Copy every line of the records below where the word "dead" occurs.

(Listed records begins)

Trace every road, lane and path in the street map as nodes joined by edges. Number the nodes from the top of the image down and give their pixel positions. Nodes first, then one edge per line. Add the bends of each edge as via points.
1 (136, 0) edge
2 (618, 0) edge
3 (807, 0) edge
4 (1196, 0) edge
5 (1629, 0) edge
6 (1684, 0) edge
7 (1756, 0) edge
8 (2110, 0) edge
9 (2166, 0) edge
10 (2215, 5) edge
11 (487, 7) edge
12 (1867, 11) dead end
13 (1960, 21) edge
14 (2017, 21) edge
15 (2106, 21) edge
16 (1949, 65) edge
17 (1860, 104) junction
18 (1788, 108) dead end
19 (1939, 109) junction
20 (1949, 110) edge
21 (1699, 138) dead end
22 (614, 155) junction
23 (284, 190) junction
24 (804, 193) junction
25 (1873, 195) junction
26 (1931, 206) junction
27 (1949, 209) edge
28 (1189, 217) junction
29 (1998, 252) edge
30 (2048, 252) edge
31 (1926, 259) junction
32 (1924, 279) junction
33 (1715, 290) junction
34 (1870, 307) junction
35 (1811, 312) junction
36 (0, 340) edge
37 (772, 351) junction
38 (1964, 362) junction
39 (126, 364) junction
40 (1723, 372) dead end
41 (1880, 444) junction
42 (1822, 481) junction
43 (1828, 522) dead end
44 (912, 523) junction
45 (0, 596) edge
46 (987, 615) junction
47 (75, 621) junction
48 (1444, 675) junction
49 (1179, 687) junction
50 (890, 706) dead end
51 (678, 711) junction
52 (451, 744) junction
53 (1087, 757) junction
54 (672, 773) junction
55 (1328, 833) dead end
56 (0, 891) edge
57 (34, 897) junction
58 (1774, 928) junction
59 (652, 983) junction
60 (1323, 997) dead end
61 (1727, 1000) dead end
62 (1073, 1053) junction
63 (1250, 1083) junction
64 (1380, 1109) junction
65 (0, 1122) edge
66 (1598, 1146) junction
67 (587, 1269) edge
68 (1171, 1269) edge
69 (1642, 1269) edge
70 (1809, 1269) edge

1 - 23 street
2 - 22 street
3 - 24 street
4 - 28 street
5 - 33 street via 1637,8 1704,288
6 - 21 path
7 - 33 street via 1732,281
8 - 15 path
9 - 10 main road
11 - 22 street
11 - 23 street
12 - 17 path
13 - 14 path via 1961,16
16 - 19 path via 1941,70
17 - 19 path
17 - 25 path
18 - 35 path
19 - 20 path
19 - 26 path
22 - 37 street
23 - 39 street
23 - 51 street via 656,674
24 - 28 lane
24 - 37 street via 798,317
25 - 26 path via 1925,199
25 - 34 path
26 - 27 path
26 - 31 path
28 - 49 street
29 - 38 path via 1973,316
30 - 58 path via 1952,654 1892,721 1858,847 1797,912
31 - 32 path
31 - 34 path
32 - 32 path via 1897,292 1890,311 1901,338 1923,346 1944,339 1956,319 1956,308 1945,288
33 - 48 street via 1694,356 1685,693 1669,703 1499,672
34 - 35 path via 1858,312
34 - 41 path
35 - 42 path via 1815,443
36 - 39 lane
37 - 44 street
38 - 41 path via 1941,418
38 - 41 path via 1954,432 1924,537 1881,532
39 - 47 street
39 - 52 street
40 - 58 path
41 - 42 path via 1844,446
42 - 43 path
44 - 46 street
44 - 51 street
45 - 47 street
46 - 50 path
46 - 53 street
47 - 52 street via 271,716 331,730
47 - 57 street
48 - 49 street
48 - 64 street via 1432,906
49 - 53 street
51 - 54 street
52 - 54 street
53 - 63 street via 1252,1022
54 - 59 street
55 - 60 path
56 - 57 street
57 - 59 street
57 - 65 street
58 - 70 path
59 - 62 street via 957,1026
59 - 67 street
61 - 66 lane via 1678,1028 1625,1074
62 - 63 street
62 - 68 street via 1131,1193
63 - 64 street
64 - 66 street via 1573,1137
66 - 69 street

(Listed records ends)

Response to the task:
12 (1867, 11) dead end
18 (1788, 108) dead end
21 (1699, 138) dead end
40 (1723, 372) dead end
43 (1828, 522) dead end
50 (890, 706) dead end
55 (1328, 833) dead end
60 (1323, 997) dead end
61 (1727, 1000) dead end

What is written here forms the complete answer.